(Directions) When you find the word "name" in a line of the entries, please copy the whole line.

Collected data entries
----------------------------------------

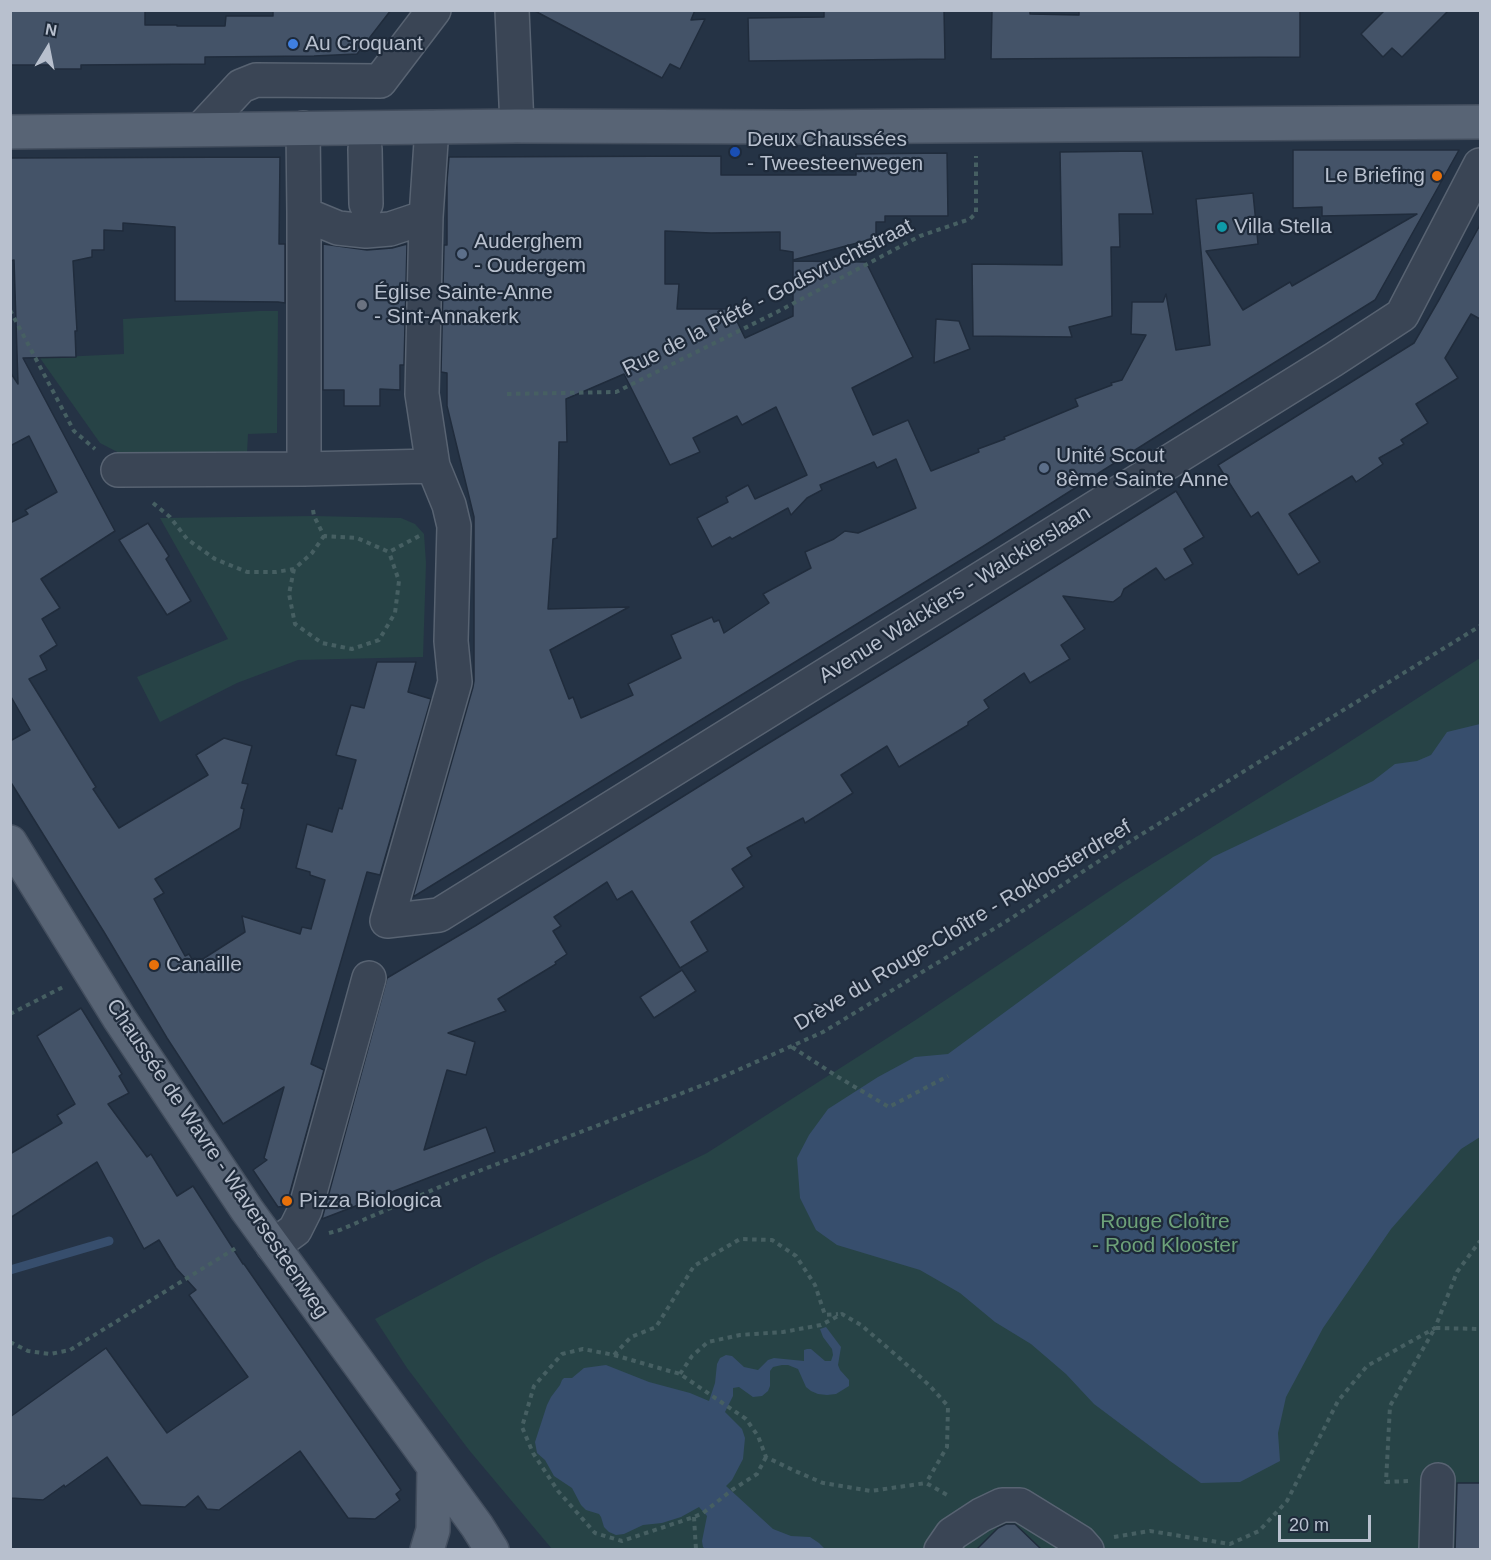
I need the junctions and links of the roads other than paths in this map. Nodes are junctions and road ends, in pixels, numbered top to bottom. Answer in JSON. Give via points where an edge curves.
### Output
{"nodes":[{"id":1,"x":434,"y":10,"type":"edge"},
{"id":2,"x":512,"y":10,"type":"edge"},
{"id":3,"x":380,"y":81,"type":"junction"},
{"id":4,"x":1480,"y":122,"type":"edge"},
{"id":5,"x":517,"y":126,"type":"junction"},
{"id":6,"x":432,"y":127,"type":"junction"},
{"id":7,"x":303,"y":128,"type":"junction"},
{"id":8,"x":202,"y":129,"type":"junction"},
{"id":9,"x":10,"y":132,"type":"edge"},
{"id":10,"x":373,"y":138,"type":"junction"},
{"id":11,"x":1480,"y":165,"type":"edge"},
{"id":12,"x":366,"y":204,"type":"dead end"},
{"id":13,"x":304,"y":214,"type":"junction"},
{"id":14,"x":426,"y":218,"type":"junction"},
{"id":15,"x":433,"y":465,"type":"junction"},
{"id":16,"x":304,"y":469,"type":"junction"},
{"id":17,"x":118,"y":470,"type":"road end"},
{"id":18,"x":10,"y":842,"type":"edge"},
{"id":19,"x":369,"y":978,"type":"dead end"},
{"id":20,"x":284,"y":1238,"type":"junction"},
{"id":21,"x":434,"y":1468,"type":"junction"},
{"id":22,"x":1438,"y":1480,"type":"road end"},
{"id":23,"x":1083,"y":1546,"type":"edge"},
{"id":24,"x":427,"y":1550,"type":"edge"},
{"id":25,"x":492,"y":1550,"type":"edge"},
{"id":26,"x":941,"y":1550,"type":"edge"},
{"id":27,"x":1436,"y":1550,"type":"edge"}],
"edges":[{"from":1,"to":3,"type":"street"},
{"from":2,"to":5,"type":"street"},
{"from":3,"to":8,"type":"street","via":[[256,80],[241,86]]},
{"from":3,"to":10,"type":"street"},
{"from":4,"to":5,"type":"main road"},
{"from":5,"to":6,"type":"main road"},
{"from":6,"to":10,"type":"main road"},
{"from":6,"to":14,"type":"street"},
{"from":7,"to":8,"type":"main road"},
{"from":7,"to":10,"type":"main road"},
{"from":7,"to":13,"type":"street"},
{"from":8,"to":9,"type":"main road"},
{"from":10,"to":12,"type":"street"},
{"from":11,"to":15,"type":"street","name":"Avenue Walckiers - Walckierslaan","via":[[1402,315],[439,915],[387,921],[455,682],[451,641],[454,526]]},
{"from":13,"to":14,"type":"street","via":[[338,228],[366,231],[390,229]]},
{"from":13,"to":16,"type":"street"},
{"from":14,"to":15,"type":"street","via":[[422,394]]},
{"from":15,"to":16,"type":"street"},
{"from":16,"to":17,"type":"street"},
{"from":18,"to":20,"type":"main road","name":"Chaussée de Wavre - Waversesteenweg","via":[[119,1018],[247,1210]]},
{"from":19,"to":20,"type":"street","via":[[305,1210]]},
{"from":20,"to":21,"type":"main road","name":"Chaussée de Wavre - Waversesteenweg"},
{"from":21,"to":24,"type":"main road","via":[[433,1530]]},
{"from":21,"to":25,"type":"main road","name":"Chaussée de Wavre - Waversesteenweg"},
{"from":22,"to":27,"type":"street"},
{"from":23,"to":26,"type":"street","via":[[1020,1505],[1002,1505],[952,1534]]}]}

----------------------------------------

(Written answer)
{"from":11,"to":15,"type":"street","name":"Avenue Walckiers - Walckierslaan","via":[[1402,315],[439,915],[387,921],[455,682],[451,641],[454,526]]},
{"from":18,"to":20,"type":"main road","name":"Chaussée de Wavre - Waversesteenweg","via":[[119,1018],[247,1210]]},
{"from":20,"to":21,"type":"main road","name":"Chaussée de Wavre - Waversesteenweg"},
{"from":21,"to":25,"type":"main road","name":"Chaussée de Wavre - Waversesteenweg"},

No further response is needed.